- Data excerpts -
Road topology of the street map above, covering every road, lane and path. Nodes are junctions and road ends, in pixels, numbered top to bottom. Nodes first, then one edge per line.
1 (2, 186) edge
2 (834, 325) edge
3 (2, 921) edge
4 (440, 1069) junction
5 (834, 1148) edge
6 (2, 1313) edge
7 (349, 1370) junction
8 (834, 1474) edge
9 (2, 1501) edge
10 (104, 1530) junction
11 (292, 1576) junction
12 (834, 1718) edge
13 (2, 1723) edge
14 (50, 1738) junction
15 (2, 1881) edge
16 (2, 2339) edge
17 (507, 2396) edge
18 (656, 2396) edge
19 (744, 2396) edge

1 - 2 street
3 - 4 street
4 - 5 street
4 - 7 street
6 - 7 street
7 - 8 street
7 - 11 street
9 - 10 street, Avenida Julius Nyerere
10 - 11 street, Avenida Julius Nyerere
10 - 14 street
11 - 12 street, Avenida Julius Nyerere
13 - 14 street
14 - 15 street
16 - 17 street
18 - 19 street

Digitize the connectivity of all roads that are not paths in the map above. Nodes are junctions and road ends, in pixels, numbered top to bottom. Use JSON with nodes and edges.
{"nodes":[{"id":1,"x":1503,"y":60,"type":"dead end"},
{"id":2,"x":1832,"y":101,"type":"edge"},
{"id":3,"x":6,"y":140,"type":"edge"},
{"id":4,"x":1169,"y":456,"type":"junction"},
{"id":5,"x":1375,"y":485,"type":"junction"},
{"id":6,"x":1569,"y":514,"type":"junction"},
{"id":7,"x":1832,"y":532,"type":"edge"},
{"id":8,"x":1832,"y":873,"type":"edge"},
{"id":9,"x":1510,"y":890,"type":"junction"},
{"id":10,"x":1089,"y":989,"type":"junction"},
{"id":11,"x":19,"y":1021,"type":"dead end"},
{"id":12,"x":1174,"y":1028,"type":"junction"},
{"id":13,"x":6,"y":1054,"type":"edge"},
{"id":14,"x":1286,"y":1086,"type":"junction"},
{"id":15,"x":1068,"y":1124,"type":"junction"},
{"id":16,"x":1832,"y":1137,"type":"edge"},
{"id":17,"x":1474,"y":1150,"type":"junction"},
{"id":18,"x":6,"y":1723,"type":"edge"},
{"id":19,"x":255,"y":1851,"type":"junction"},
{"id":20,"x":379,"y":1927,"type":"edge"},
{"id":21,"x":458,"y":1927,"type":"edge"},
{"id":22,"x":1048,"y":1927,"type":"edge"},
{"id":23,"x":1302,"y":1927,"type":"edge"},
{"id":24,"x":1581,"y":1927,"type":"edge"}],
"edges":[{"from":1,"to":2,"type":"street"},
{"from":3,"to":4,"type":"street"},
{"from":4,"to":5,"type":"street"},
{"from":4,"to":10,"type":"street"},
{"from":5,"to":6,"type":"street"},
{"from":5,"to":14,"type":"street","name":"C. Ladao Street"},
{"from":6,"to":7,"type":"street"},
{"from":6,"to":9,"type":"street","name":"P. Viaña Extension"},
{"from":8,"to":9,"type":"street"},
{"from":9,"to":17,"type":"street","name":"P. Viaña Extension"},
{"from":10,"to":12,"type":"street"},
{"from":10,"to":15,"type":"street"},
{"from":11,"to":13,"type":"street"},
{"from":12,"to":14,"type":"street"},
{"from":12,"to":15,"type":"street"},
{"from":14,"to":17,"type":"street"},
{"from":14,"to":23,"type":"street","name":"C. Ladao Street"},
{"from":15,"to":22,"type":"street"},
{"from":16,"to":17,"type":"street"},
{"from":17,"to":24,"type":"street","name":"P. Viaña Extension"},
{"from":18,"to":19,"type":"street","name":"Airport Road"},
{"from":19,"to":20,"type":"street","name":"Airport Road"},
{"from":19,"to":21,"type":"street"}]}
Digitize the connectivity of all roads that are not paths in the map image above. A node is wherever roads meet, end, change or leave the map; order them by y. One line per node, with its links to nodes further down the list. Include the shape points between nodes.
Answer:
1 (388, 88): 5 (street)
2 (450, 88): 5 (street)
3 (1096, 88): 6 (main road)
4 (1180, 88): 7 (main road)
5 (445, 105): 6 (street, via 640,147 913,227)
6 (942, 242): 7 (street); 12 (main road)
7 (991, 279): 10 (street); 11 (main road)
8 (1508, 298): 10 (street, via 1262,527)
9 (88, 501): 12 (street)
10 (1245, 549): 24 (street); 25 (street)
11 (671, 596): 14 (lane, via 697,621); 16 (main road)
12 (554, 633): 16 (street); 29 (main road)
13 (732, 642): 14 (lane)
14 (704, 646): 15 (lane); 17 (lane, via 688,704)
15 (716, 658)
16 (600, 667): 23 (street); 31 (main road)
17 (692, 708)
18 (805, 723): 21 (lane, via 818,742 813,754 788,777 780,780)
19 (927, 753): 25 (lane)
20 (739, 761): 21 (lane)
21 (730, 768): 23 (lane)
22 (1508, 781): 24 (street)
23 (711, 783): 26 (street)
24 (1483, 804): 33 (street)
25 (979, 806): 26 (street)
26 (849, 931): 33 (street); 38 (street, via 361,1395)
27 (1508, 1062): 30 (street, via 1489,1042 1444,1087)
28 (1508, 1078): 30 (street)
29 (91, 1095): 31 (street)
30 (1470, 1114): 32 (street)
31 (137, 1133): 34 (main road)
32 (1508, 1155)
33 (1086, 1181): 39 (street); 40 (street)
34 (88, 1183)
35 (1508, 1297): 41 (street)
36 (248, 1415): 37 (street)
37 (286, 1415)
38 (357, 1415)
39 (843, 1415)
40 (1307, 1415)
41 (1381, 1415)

- REQUIREMENT -
All of the data above should be transcribed exactly.

- WRITTEN ANSWER -
Road topology of the street map above, covering every road, lane and path. Nodes are junctions and road ends, in pixels, numbered top to bottom. Nodes first, then one edge per line.
1 (2, 186) edge
2 (834, 325) edge
3 (2, 921) edge
4 (440, 1069) junction
5 (834, 1148) edge
6 (2, 1313) edge
7 (349, 1370) junction
8 (834, 1474) edge
9 (2, 1501) edge
10 (104, 1530) junction
11 (292, 1576) junction
12 (834, 1718) edge
13 (2, 1723) edge
14 (50, 1738) junction
15 (2, 1881) edge
16 (2, 2339) edge
17 (507, 2396) edge
18 (656, 2396) edge
19 (744, 2396) edge

1 - 2 street
3 - 4 street
4 - 5 street
4 - 7 street
6 - 7 street
7 - 8 street
7 - 11 street
9 - 10 street, Avenida Julius Nyerere
10 - 11 street, Avenida Julius Nyerere
10 - 14 street
11 - 12 street, Avenida Julius Nyerere
13 - 14 street
14 - 15 street
16 - 17 street
18 - 19 street

Digitize the connectivity of all roads that are not paths in the map above. Nodes are junctions and road ends, in pixels, numbered top to bottom. Use JSON with nodes and edges.
{"nodes":[{"id":1,"x":1503,"y":60,"type":"dead end"},
{"id":2,"x":1832,"y":101,"type":"edge"},
{"id":3,"x":6,"y":140,"type":"edge"},
{"id":4,"x":1169,"y":456,"type":"junction"},
{"id":5,"x":1375,"y":485,"type":"junction"},
{"id":6,"x":1569,"y":514,"type":"junction"},
{"id":7,"x":1832,"y":532,"type":"edge"},
{"id":8,"x":1832,"y":873,"type":"edge"},
{"id":9,"x":1510,"y":890,"type":"junction"},
{"id":10,"x":1089,"y":989,"type":"junction"},
{"id":11,"x":19,"y":1021,"type":"dead end"},
{"id":12,"x":1174,"y":1028,"type":"junction"},
{"id":13,"x":6,"y":1054,"type":"edge"},
{"id":14,"x":1286,"y":1086,"type":"junction"},
{"id":15,"x":1068,"y":1124,"type":"junction"},
{"id":16,"x":1832,"y":1137,"type":"edge"},
{"id":17,"x":1474,"y":1150,"type":"junction"},
{"id":18,"x":6,"y":1723,"type":"edge"},
{"id":19,"x":255,"y":1851,"type":"junction"},
{"id":20,"x":379,"y":1927,"type":"edge"},
{"id":21,"x":458,"y":1927,"type":"edge"},
{"id":22,"x":1048,"y":1927,"type":"edge"},
{"id":23,"x":1302,"y":1927,"type":"edge"},
{"id":24,"x":1581,"y":1927,"type":"edge"}],
"edges":[{"from":1,"to":2,"type":"street"},
{"from":3,"to":4,"type":"street"},
{"from":4,"to":5,"type":"street"},
{"from":4,"to":10,"type":"street"},
{"from":5,"to":6,"type":"street"},
{"from":5,"to":14,"type":"street","name":"C. Ladao Street"},
{"from":6,"to":7,"type":"street"},
{"from":6,"to":9,"type":"street","name":"P. Viaña Extension"},
{"from":8,"to":9,"type":"street"},
{"from":9,"to":17,"type":"street","name":"P. Viaña Extension"},
{"from":10,"to":12,"type":"street"},
{"from":10,"to":15,"type":"street"},
{"from":11,"to":13,"type":"street"},
{"from":12,"to":14,"type":"street"},
{"from":12,"to":15,"type":"street"},
{"from":14,"to":17,"type":"street"},
{"from":14,"to":23,"type":"street","name":"C. Ladao Street"},
{"from":15,"to":22,"type":"street"},
{"from":16,"to":17,"type":"street"},
{"from":17,"to":24,"type":"street","name":"P. Viaña Extension"},
{"from":18,"to":19,"type":"street","name":"Airport Road"},
{"from":19,"to":20,"type":"street","name":"Airport Road"},
{"from":19,"to":21,"type":"street"}]}
Digitize the connectivity of all roads that are not paths in the map image above. A node is wherever roads meet, end, change or leave the map; order them by y. One line per node, with its links to nodes further down the list. Include the shape points between nodes.
Answer:
1 (388, 88): 5 (street)
2 (450, 88): 5 (street)
3 (1096, 88): 6 (main road)
4 (1180, 88): 7 (main road)
5 (445, 105): 6 (street, via 640,147 913,227)
6 (942, 242): 7 (street); 12 (main road)
7 (991, 279): 10 (street); 11 (main road)
8 (1508, 298): 10 (street, via 1262,527)
9 (88, 501): 12 (street)
10 (1245, 549): 24 (street); 25 (street)
11 (671, 596): 14 (lane, via 697,621); 16 (main road)
12 (554, 633): 16 (street); 29 (main road)
13 (732, 642): 14 (lane)
14 (704, 646): 15 (lane); 17 (lane, via 688,704)
15 (716, 658)
16 (600, 667): 23 (street); 31 (main road)
17 (692, 708)
18 (805, 723): 21 (lane, via 818,742 813,754 788,777 780,780)
19 (927, 753): 25 (lane)
20 (739, 761): 21 (lane)
21 (730, 768): 23 (lane)
22 (1508, 781): 24 (street)
23 (711, 783): 26 (street)
24 (1483, 804): 33 (street)
25 (979, 806): 26 (street)
26 (849, 931): 33 (street); 38 (street, via 361,1395)
27 (1508, 1062): 30 (street, via 1489,1042 1444,1087)
28 (1508, 1078): 30 (street)
29 (91, 1095): 31 (street)
30 (1470, 1114): 32 (street)
31 (137, 1133): 34 (main road)
32 (1508, 1155)
33 (1086, 1181): 39 (street); 40 (street)
34 (88, 1183)
35 (1508, 1297): 41 (street)
36 (248, 1415): 37 (street)
37 (286, 1415)
38 (357, 1415)
39 (843, 1415)
40 (1307, 1415)
41 (1381, 1415)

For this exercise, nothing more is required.